For this exercise, transcribe all the records below exactly.
(Source data)
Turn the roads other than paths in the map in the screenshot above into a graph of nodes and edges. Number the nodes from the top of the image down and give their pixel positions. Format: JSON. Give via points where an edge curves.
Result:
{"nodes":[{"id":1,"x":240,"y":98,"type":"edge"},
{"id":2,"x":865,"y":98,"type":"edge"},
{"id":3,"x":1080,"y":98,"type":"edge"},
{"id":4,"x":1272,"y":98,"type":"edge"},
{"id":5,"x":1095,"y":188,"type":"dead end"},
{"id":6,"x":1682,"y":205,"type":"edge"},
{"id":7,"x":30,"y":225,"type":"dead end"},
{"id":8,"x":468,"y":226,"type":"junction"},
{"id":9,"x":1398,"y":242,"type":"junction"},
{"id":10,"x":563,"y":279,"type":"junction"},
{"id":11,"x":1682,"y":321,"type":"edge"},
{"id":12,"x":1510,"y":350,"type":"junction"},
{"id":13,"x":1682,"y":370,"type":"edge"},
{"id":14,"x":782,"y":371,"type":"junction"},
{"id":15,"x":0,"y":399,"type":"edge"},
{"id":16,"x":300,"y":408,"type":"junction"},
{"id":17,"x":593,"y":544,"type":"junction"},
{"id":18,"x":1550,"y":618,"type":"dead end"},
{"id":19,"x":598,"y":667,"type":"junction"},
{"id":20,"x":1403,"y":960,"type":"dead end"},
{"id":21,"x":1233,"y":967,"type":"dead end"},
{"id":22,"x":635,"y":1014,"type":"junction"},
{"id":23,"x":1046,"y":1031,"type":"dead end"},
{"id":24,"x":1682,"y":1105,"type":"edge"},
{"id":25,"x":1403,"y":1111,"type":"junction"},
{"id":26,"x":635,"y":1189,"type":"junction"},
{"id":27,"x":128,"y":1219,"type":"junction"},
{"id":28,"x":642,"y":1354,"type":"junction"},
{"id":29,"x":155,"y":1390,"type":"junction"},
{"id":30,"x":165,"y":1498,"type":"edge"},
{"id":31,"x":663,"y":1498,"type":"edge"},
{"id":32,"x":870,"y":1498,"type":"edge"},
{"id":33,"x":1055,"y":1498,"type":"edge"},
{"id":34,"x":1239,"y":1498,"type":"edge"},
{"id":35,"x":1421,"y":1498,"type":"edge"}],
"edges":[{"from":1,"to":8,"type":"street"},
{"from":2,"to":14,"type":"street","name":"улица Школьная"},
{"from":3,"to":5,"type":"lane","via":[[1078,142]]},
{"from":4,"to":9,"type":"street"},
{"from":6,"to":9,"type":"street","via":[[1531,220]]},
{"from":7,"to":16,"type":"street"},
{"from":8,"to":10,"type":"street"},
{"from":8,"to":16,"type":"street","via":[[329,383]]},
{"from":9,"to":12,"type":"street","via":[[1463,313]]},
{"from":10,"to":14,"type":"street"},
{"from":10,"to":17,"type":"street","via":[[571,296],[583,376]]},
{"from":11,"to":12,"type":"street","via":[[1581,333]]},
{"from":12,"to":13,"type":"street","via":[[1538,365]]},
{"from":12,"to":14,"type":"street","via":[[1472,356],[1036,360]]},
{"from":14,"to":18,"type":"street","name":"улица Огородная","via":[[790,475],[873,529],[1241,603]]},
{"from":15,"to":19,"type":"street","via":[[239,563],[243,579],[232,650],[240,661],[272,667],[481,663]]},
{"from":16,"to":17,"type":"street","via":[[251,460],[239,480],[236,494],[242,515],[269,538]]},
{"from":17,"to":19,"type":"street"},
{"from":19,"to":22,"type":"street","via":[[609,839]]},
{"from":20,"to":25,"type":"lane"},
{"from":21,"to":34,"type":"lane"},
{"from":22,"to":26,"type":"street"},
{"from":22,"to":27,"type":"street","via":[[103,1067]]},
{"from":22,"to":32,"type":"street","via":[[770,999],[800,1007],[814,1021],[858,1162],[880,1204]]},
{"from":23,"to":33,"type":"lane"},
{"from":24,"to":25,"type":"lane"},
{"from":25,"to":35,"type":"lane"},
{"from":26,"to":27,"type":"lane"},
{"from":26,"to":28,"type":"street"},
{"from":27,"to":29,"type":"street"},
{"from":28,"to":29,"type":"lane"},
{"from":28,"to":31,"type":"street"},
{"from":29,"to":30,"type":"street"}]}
(End Source data)
*Written solution*
Turn the roads other than paths in the map in the screenshot above into a graph of nodes and edges. Number the nodes from the top of the image down and give their pixel positions. Format: JSON. Give via points where an edge curves.
Result:
{"nodes":[{"id":1,"x":240,"y":98,"type":"edge"},
{"id":2,"x":865,"y":98,"type":"edge"},
{"id":3,"x":1080,"y":98,"type":"edge"},
{"id":4,"x":1272,"y":98,"type":"edge"},
{"id":5,"x":1095,"y":188,"type":"dead end"},
{"id":6,"x":1682,"y":205,"type":"edge"},
{"id":7,"x":30,"y":225,"type":"dead end"},
{"id":8,"x":468,"y":226,"type":"junction"},
{"id":9,"x":1398,"y":242,"type":"junction"},
{"id":10,"x":563,"y":279,"type":"junction"},
{"id":11,"x":1682,"y":321,"type":"edge"},
{"id":12,"x":1510,"y":350,"type":"junction"},
{"id":13,"x":1682,"y":370,"type":"edge"},
{"id":14,"x":782,"y":371,"type":"junction"},
{"id":15,"x":0,"y":399,"type":"edge"},
{"id":16,"x":300,"y":408,"type":"junction"},
{"id":17,"x":593,"y":544,"type":"junction"},
{"id":18,"x":1550,"y":618,"type":"dead end"},
{"id":19,"x":598,"y":667,"type":"junction"},
{"id":20,"x":1403,"y":960,"type":"dead end"},
{"id":21,"x":1233,"y":967,"type":"dead end"},
{"id":22,"x":635,"y":1014,"type":"junction"},
{"id":23,"x":1046,"y":1031,"type":"dead end"},
{"id":24,"x":1682,"y":1105,"type":"edge"},
{"id":25,"x":1403,"y":1111,"type":"junction"},
{"id":26,"x":635,"y":1189,"type":"junction"},
{"id":27,"x":128,"y":1219,"type":"junction"},
{"id":28,"x":642,"y":1354,"type":"junction"},
{"id":29,"x":155,"y":1390,"type":"junction"},
{"id":30,"x":165,"y":1498,"type":"edge"},
{"id":31,"x":663,"y":1498,"type":"edge"},
{"id":32,"x":870,"y":1498,"type":"edge"},
{"id":33,"x":1055,"y":1498,"type":"edge"},
{"id":34,"x":1239,"y":1498,"type":"edge"},
{"id":35,"x":1421,"y":1498,"type":"edge"}],
"edges":[{"from":1,"to":8,"type":"street"},
{"from":2,"to":14,"type":"street","name":"улица Школьная"},
{"from":3,"to":5,"type":"lane","via":[[1078,142]]},
{"from":4,"to":9,"type":"street"},
{"from":6,"to":9,"type":"street","via":[[1531,220]]},
{"from":7,"to":16,"type":"street"},
{"from":8,"to":10,"type":"street"},
{"from":8,"to":16,"type":"street","via":[[329,383]]},
{"from":9,"to":12,"type":"street","via":[[1463,313]]},
{"from":10,"to":14,"type":"street"},
{"from":10,"to":17,"type":"street","via":[[571,296],[583,376]]},
{"from":11,"to":12,"type":"street","via":[[1581,333]]},
{"from":12,"to":13,"type":"street","via":[[1538,365]]},
{"from":12,"to":14,"type":"street","via":[[1472,356],[1036,360]]},
{"from":14,"to":18,"type":"street","name":"улица Огородная","via":[[790,475],[873,529],[1241,603]]},
{"from":15,"to":19,"type":"street","via":[[239,563],[243,579],[232,650],[240,661],[272,667],[481,663]]},
{"from":16,"to":17,"type":"street","via":[[251,460],[239,480],[236,494],[242,515],[269,538]]},
{"from":17,"to":19,"type":"street"},
{"from":19,"to":22,"type":"street","via":[[609,839]]},
{"from":20,"to":25,"type":"lane"},
{"from":21,"to":34,"type":"lane"},
{"from":22,"to":26,"type":"street"},
{"from":22,"to":27,"type":"street","via":[[103,1067]]},
{"from":22,"to":32,"type":"street","via":[[770,999],[800,1007],[814,1021],[858,1162],[880,1204]]},
{"from":23,"to":33,"type":"lane"},
{"from":24,"to":25,"type":"lane"},
{"from":25,"to":35,"type":"lane"},
{"from":26,"to":27,"type":"lane"},
{"from":26,"to":28,"type":"street"},
{"from":27,"to":29,"type":"street"},
{"from":28,"to":29,"type":"lane"},
{"from":28,"to":31,"type":"street"},
{"from":29,"to":30,"type":"street"}]}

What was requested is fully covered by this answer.